=== WHAT YOU SHOULD DO ===
Your answer is a number only: how many lines in the data below contain "each"?

[Collected data entries]
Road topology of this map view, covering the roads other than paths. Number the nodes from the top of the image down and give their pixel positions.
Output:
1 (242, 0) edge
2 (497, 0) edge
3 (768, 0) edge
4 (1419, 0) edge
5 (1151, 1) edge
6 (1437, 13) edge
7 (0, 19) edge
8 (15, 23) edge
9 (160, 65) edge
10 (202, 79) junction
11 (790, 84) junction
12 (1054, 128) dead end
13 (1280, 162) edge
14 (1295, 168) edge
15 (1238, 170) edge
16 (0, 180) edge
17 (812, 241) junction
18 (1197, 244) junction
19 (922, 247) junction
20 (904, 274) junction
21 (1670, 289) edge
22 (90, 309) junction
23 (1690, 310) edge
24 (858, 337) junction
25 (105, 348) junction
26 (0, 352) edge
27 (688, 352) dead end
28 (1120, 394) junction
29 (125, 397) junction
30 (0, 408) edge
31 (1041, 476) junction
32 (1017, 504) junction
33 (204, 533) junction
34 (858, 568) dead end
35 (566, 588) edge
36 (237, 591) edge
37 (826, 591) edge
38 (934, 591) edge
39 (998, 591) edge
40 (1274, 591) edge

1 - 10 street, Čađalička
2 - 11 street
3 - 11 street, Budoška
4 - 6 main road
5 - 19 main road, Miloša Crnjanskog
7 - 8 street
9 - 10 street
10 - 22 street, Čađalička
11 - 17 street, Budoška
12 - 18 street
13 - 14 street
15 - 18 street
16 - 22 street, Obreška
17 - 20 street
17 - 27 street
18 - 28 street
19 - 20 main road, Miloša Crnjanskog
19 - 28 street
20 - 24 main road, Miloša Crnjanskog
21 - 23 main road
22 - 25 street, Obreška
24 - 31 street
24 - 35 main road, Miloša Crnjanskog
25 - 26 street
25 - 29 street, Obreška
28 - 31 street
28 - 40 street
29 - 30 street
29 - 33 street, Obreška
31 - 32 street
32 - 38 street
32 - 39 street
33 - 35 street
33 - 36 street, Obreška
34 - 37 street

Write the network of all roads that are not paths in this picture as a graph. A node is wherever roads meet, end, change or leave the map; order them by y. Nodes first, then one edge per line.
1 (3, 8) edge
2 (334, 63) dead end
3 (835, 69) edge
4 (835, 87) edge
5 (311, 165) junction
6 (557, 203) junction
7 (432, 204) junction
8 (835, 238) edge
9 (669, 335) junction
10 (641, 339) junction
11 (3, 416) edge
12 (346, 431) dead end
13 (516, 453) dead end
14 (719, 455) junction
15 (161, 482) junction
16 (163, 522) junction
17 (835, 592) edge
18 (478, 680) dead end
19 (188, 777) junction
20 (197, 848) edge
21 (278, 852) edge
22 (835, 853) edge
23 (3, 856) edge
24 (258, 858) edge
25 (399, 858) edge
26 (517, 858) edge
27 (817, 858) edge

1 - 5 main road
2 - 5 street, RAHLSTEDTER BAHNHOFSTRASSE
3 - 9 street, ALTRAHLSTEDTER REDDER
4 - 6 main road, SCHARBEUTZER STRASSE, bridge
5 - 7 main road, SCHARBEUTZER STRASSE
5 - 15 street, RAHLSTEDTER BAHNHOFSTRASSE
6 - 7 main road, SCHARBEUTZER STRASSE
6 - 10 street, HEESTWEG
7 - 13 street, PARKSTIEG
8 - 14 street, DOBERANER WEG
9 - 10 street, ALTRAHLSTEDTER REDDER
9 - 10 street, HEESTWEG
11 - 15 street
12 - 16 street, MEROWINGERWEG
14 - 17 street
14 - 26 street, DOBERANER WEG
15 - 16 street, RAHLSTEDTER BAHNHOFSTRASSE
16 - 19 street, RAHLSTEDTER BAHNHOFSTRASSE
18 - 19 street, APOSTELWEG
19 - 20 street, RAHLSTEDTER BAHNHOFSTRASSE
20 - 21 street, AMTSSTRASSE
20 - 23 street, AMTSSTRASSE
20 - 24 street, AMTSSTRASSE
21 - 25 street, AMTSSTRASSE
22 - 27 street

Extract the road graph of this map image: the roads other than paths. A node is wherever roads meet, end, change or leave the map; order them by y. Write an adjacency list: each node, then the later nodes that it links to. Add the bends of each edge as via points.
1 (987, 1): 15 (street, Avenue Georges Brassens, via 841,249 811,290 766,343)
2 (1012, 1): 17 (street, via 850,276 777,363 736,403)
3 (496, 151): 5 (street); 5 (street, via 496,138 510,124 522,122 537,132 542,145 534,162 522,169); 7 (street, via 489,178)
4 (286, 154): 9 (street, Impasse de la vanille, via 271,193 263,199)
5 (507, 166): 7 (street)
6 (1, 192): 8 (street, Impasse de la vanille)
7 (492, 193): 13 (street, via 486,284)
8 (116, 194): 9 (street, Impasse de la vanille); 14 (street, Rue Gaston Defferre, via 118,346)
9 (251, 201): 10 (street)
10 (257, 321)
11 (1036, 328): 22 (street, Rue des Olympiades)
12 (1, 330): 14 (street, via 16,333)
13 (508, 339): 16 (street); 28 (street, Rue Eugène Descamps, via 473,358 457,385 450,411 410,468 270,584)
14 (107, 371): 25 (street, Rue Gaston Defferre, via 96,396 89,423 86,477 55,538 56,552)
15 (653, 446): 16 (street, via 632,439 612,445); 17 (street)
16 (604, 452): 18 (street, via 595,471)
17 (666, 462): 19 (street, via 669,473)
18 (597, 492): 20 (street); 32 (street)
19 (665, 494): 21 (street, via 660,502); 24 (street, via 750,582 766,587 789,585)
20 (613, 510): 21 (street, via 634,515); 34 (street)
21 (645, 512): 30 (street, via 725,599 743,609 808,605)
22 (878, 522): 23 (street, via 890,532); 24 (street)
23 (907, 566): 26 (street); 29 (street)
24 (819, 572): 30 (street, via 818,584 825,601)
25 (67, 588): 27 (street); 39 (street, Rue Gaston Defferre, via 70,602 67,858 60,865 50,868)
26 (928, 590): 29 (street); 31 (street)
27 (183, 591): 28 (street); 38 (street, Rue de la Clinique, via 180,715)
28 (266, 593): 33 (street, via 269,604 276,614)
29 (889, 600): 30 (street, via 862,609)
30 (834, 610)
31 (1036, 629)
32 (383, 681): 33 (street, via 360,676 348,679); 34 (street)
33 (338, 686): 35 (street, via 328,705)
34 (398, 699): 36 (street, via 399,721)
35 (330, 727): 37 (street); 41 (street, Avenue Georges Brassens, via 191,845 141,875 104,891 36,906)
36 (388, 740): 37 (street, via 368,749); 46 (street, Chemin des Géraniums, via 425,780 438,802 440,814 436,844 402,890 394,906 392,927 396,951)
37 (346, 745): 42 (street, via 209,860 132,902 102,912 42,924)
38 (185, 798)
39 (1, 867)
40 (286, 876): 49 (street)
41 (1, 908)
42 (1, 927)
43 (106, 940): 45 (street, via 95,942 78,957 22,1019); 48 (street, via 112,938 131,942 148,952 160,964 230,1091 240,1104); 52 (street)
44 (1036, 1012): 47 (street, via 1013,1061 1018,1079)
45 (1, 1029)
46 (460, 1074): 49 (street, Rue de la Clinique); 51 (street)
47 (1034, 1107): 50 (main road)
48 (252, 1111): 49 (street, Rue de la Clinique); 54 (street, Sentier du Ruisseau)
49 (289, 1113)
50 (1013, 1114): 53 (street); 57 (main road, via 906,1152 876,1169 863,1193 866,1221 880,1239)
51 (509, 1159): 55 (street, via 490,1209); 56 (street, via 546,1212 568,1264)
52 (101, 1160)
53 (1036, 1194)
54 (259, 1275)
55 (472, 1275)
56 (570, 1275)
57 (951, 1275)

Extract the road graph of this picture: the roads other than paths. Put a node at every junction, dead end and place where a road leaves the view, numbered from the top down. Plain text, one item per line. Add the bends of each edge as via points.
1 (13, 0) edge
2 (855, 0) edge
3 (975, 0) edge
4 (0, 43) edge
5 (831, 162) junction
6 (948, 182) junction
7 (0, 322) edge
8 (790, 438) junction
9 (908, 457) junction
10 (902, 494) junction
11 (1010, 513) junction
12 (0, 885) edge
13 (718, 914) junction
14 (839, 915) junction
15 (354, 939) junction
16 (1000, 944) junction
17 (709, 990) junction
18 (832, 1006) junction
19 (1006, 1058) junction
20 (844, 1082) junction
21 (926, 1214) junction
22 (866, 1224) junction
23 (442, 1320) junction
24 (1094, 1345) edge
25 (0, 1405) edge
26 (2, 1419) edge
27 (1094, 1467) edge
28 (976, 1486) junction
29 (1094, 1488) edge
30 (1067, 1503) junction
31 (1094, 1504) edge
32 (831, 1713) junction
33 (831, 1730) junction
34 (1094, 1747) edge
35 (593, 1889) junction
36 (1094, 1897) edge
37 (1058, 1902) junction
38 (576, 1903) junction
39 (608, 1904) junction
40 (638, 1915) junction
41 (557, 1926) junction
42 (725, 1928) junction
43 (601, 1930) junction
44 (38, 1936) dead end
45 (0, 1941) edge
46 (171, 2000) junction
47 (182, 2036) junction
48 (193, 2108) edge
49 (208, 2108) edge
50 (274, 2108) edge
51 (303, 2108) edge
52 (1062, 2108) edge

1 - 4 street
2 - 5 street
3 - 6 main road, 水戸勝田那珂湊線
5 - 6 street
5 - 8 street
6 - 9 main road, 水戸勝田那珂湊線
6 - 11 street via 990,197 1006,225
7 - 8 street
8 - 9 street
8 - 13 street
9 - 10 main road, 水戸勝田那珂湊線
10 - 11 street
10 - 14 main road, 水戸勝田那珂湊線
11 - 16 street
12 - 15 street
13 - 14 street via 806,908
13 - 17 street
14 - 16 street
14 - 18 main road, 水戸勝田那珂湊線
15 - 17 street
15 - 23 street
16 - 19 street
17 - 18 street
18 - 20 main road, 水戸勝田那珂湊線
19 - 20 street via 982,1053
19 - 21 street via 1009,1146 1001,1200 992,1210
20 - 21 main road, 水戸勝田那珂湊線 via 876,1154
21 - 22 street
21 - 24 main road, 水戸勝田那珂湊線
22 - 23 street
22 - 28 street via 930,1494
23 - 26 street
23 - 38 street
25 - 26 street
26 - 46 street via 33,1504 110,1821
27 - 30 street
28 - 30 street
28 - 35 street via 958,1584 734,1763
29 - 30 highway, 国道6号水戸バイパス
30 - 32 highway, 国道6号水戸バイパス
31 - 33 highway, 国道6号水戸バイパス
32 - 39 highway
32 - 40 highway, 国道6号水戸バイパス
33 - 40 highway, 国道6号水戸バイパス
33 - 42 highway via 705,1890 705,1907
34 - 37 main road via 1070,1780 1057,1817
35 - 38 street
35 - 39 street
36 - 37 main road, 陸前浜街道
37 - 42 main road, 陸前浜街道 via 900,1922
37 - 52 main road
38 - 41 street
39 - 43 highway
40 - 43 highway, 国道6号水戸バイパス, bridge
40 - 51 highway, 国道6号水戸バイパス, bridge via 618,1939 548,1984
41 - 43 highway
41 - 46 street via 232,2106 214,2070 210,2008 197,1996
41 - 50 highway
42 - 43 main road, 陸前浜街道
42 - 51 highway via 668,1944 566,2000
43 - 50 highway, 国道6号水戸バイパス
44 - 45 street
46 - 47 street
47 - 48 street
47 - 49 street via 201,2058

=== TASK RESPONSE ===
2